I think I know the answer to this question but I'm asking anyway. I'm entering a local jerky contest and mixed up 5 lbs of venison I had ground with 30% pork shoulder. I've always used straight venison but didn't even think about the difference. You can definitely taste the fat and the meat sweats when I finished it in an oven as is my normal process. I also used prague powder as preservative and it actually tastes pretty good despite a little aftertaste. I'm going to get my hands on some straight ground venison to do this again, but I'm wondering, given the pork shoulder/a little fat, if I can keep this jerky for consumption at a later date. I intend to shrink wrap it in food saver bags. (is it safe)

Many thanks, 

Frank


----------



## crazymoon (Jan 28, 2018)

F3, You used a cure ,so just refrigerate it and you will be fine.
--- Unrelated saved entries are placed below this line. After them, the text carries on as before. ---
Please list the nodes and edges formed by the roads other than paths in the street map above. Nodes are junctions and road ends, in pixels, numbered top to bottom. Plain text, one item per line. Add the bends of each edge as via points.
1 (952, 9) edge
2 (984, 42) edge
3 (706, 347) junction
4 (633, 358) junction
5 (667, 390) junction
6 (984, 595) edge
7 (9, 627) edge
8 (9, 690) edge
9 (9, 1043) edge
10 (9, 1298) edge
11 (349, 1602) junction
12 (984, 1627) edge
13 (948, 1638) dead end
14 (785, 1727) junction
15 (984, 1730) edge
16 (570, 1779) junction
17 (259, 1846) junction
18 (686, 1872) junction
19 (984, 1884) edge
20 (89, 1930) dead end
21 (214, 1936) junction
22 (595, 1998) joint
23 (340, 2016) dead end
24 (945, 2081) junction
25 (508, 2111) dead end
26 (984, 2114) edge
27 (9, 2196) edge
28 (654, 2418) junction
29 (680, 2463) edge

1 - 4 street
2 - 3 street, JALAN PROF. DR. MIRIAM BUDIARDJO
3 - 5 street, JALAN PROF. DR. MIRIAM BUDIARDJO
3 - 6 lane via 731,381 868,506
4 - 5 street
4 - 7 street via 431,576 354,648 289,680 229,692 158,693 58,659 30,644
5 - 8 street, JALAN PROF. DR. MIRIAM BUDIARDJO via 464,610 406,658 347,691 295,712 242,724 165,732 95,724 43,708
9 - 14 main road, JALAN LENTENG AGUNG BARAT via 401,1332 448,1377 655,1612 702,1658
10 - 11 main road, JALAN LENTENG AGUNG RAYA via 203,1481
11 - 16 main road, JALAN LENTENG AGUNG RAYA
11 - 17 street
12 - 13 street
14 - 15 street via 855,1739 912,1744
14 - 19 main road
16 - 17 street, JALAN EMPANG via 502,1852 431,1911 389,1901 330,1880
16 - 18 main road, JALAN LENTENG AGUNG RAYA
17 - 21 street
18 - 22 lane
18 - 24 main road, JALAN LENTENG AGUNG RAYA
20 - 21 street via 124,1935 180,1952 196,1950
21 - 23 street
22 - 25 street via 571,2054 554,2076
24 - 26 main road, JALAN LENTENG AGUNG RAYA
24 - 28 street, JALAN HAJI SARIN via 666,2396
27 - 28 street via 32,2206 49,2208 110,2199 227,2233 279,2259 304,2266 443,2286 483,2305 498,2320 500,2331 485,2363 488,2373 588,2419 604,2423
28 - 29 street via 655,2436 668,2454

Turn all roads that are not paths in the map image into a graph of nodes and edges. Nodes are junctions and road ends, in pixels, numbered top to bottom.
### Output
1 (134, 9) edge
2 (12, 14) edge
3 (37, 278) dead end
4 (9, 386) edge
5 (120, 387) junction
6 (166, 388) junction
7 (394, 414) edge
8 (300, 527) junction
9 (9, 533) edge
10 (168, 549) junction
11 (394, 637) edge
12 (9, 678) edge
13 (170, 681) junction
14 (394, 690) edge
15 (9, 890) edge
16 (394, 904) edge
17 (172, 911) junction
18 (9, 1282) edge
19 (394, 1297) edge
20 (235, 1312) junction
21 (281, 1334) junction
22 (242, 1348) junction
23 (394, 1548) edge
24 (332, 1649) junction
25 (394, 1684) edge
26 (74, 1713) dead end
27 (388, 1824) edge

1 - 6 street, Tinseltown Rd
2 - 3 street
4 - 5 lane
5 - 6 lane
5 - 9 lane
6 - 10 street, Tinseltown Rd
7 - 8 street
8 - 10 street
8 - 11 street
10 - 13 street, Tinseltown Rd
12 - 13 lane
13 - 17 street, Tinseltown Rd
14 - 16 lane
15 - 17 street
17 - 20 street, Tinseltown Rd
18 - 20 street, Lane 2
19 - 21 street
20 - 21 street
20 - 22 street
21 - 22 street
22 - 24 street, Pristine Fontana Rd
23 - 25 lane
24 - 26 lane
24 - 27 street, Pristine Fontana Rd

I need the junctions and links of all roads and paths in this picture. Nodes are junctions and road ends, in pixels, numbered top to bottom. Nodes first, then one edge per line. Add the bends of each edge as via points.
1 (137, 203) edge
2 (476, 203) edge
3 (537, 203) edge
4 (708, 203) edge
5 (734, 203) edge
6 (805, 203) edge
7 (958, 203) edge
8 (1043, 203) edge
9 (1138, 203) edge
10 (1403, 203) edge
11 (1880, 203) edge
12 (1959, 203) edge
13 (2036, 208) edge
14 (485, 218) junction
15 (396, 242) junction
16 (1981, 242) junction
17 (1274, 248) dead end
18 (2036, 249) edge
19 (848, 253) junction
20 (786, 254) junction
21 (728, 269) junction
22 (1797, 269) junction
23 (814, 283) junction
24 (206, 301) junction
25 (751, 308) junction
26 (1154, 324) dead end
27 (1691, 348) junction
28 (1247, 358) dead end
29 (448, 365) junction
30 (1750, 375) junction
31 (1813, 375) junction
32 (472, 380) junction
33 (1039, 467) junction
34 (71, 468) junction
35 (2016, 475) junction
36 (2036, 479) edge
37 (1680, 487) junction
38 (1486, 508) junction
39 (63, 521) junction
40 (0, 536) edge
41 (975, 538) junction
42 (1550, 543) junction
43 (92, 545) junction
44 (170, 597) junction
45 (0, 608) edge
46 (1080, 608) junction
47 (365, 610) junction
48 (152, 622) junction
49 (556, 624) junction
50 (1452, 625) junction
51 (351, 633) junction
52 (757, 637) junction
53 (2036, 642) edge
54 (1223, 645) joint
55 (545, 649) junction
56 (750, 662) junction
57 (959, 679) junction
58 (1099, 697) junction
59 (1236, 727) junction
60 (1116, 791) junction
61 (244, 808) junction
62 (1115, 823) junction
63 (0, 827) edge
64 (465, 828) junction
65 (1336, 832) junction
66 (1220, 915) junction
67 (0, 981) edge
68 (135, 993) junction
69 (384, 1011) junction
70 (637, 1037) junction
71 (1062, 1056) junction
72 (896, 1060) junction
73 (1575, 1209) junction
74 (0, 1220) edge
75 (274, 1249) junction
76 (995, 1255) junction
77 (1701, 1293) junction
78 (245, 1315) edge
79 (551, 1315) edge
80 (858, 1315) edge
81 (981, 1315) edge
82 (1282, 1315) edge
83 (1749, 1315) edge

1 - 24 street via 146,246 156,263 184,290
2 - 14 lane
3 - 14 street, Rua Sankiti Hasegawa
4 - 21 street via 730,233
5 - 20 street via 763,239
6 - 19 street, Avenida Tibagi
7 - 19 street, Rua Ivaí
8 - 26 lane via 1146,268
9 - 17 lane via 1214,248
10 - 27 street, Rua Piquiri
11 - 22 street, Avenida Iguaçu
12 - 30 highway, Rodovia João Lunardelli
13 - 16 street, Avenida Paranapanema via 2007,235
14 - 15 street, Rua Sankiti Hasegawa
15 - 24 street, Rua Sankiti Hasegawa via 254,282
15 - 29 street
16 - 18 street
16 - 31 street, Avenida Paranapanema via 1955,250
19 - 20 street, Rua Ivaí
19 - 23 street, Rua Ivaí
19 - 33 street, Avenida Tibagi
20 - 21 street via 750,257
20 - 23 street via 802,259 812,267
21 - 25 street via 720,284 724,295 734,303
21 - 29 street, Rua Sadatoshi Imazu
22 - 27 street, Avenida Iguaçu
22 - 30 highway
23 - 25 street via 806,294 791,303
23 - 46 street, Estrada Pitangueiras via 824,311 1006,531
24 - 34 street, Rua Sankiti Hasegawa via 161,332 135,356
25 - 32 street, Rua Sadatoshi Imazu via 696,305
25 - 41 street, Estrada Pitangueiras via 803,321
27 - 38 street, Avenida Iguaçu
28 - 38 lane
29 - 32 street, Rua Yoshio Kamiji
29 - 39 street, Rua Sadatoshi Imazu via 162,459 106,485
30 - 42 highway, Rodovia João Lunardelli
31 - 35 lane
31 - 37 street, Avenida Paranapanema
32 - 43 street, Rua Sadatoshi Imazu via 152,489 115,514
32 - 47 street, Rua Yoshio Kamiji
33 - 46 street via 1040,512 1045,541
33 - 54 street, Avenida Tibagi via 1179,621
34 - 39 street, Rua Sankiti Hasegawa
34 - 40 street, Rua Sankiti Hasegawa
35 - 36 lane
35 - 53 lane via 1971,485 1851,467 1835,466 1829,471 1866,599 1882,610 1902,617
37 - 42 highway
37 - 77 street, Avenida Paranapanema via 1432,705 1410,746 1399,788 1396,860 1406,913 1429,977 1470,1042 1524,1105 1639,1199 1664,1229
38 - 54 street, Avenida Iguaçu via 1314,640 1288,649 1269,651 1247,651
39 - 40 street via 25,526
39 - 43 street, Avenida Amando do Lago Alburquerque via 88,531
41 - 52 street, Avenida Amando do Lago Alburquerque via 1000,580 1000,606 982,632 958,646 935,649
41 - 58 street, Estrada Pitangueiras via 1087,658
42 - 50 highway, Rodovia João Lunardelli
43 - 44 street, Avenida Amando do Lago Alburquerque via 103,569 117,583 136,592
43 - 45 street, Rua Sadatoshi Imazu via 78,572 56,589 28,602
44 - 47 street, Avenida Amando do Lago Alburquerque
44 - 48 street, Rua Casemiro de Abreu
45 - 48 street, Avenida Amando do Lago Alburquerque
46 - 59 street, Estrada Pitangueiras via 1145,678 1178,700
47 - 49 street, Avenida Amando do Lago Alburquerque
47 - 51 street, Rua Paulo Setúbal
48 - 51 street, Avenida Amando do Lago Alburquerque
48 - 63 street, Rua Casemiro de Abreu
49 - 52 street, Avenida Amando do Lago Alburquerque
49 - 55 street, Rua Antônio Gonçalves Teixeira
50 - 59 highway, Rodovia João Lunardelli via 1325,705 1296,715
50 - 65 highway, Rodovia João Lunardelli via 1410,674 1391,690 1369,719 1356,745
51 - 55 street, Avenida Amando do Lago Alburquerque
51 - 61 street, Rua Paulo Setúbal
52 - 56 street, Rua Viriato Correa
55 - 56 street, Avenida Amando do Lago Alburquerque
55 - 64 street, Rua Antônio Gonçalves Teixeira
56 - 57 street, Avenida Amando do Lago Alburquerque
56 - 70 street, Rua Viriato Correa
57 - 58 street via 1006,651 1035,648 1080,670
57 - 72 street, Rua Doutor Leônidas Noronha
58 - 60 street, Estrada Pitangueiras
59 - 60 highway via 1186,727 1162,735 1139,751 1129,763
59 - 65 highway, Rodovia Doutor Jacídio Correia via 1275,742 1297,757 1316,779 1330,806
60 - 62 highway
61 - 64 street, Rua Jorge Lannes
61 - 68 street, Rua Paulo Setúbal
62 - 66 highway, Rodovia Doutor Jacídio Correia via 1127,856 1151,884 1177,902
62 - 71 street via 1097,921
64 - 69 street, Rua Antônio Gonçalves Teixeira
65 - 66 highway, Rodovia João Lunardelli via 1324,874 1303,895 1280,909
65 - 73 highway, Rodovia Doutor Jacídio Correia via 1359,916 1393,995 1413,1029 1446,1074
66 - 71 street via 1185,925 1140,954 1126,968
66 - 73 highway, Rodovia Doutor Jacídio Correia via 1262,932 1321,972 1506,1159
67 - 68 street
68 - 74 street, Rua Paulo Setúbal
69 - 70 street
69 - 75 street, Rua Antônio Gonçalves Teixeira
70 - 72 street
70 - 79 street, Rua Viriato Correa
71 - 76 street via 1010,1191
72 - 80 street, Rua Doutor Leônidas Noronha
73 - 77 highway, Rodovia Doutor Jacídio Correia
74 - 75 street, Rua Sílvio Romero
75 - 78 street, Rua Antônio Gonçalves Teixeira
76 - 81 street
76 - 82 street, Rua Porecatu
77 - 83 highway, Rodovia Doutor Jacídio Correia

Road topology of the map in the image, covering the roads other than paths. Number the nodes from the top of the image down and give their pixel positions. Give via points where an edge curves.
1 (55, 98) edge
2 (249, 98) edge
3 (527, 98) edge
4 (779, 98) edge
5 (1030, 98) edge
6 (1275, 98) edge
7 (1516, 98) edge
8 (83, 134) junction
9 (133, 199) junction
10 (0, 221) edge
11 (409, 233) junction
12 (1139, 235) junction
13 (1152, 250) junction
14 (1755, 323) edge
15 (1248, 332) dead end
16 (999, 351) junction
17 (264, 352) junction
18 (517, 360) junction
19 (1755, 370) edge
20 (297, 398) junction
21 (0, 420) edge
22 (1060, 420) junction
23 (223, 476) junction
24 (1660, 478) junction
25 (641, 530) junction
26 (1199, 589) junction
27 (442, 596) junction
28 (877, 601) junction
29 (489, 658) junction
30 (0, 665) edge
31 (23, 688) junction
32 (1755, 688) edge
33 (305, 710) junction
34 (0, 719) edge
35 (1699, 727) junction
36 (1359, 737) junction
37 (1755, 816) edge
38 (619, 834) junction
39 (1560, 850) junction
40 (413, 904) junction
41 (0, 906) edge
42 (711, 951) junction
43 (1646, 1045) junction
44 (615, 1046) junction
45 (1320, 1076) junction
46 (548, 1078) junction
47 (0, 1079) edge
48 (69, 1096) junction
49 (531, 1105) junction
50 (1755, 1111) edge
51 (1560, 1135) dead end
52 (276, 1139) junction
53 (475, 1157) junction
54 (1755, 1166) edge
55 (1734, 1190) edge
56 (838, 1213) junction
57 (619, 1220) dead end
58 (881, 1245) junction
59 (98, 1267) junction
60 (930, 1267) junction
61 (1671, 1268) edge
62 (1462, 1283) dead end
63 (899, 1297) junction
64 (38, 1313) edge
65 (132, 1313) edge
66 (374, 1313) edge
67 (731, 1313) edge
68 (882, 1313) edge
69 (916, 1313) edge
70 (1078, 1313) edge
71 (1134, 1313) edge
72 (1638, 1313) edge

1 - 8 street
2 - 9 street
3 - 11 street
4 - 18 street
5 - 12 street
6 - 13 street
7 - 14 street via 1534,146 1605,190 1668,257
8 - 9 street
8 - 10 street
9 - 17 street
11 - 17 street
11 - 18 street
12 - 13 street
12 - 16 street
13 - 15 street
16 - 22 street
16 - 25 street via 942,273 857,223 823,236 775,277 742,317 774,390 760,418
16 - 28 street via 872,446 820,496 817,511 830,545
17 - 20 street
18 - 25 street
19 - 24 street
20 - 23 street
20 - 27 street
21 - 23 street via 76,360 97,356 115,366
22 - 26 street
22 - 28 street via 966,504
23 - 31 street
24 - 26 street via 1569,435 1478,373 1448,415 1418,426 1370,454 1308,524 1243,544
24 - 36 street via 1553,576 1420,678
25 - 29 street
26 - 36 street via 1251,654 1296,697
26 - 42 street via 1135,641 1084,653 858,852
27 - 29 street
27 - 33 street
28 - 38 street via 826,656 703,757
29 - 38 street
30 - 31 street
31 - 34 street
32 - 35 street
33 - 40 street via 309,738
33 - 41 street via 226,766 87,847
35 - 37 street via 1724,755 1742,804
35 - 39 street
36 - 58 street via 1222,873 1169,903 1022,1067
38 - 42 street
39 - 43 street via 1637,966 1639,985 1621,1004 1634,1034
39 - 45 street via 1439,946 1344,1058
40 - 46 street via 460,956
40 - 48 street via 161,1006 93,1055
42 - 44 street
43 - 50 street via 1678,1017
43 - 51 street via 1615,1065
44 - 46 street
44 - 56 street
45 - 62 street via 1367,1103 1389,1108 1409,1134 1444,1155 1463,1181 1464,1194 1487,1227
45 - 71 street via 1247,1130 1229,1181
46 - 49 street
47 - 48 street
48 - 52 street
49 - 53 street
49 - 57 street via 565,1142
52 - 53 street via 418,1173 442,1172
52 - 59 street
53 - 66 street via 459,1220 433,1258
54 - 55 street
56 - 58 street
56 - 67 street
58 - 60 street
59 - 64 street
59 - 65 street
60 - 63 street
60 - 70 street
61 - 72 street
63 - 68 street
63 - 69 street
I always try to remove all fat from my jerky meat as it makes it taste a bit greasy.


----------



## frankieg3 (Jan 28, 2018)

Thanks CM. I figured given the cure it would be ok. I have never used anything but straight venison in the past so the taste is noticeably different than my normal finished product, and frankly not as good.


----------



## SmokinAl (Jan 28, 2018)

With the fat in it it will just not last as long before spoiling.
Al


----------